**What is needed:**
If a line in the records contains the string "list", show that line.

(Excerpts from a dataset)
----------------------------------------

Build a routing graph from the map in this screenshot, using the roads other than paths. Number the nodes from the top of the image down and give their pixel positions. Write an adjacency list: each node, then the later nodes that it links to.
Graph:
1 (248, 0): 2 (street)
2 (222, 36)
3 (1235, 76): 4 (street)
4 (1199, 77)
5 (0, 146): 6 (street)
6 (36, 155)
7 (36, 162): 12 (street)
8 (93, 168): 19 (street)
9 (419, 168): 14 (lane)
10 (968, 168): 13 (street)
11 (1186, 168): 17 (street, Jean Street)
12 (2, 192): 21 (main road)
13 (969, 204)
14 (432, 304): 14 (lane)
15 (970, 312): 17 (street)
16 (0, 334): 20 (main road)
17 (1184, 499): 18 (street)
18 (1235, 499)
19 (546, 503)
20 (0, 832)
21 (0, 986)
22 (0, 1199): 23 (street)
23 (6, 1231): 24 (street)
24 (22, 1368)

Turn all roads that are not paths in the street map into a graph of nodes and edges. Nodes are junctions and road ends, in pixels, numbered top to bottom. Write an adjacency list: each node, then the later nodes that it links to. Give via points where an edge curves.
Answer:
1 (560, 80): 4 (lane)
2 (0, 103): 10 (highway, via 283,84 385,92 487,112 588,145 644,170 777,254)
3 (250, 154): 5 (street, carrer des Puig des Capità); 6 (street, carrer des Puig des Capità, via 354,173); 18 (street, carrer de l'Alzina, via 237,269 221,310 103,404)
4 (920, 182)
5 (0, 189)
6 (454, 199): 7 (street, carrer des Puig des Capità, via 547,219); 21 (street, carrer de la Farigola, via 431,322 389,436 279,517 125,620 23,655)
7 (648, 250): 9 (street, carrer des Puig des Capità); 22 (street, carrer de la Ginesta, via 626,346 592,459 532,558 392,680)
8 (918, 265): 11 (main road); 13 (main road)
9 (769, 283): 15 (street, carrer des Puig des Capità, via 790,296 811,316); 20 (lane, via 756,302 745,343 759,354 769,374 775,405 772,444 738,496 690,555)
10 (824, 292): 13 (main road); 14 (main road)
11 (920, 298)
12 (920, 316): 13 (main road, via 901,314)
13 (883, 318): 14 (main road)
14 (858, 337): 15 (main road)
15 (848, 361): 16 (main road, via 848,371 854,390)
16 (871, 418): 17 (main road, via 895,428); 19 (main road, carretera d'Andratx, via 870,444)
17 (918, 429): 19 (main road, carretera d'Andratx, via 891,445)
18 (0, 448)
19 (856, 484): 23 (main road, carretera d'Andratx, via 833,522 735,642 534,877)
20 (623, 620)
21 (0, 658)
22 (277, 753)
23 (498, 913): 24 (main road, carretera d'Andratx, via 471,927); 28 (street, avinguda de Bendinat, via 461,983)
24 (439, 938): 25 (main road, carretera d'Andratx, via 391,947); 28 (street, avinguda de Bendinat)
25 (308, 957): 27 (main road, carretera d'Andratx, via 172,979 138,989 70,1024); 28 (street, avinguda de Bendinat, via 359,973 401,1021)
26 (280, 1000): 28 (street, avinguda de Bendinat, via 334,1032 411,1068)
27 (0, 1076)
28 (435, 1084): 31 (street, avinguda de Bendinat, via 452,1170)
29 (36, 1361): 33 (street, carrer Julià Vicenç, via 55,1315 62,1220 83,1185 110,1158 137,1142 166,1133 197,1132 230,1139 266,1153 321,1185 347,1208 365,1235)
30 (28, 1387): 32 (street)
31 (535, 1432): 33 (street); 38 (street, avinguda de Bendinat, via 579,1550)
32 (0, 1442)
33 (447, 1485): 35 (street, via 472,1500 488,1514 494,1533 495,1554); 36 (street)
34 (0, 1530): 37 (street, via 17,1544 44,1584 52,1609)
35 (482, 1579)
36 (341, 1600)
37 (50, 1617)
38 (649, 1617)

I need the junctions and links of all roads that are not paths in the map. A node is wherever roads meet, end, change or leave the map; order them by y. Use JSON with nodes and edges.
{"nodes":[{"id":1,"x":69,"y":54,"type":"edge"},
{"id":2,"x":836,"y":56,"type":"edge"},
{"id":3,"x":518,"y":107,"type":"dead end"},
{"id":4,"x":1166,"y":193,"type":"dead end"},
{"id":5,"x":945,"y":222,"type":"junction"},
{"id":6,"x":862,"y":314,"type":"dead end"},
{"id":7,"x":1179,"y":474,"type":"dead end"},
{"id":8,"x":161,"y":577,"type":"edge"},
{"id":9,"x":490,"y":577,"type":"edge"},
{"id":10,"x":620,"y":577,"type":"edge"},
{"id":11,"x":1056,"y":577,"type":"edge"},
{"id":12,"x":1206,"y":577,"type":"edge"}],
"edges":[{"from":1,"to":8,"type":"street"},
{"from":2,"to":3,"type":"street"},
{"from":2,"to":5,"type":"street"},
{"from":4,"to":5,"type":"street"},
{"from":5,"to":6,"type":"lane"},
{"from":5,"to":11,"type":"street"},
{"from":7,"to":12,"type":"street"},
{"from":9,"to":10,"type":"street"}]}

----------------------------------------

**Completed exercise:**
Build a routing graph from the map in this screenshot, using the roads other than paths. Number the nodes from the top of the image down and give their pixel positions. Write an adjacency list: each node, then the later nodes that it links to.
Turn all roads that are not paths in the street map into a graph of nodes and edges. Nodes are junctions and road ends, in pixels, numbered top to bottom. Write an adjacency list: each node, then the later nodes that it links to. Give via points where an edge curves.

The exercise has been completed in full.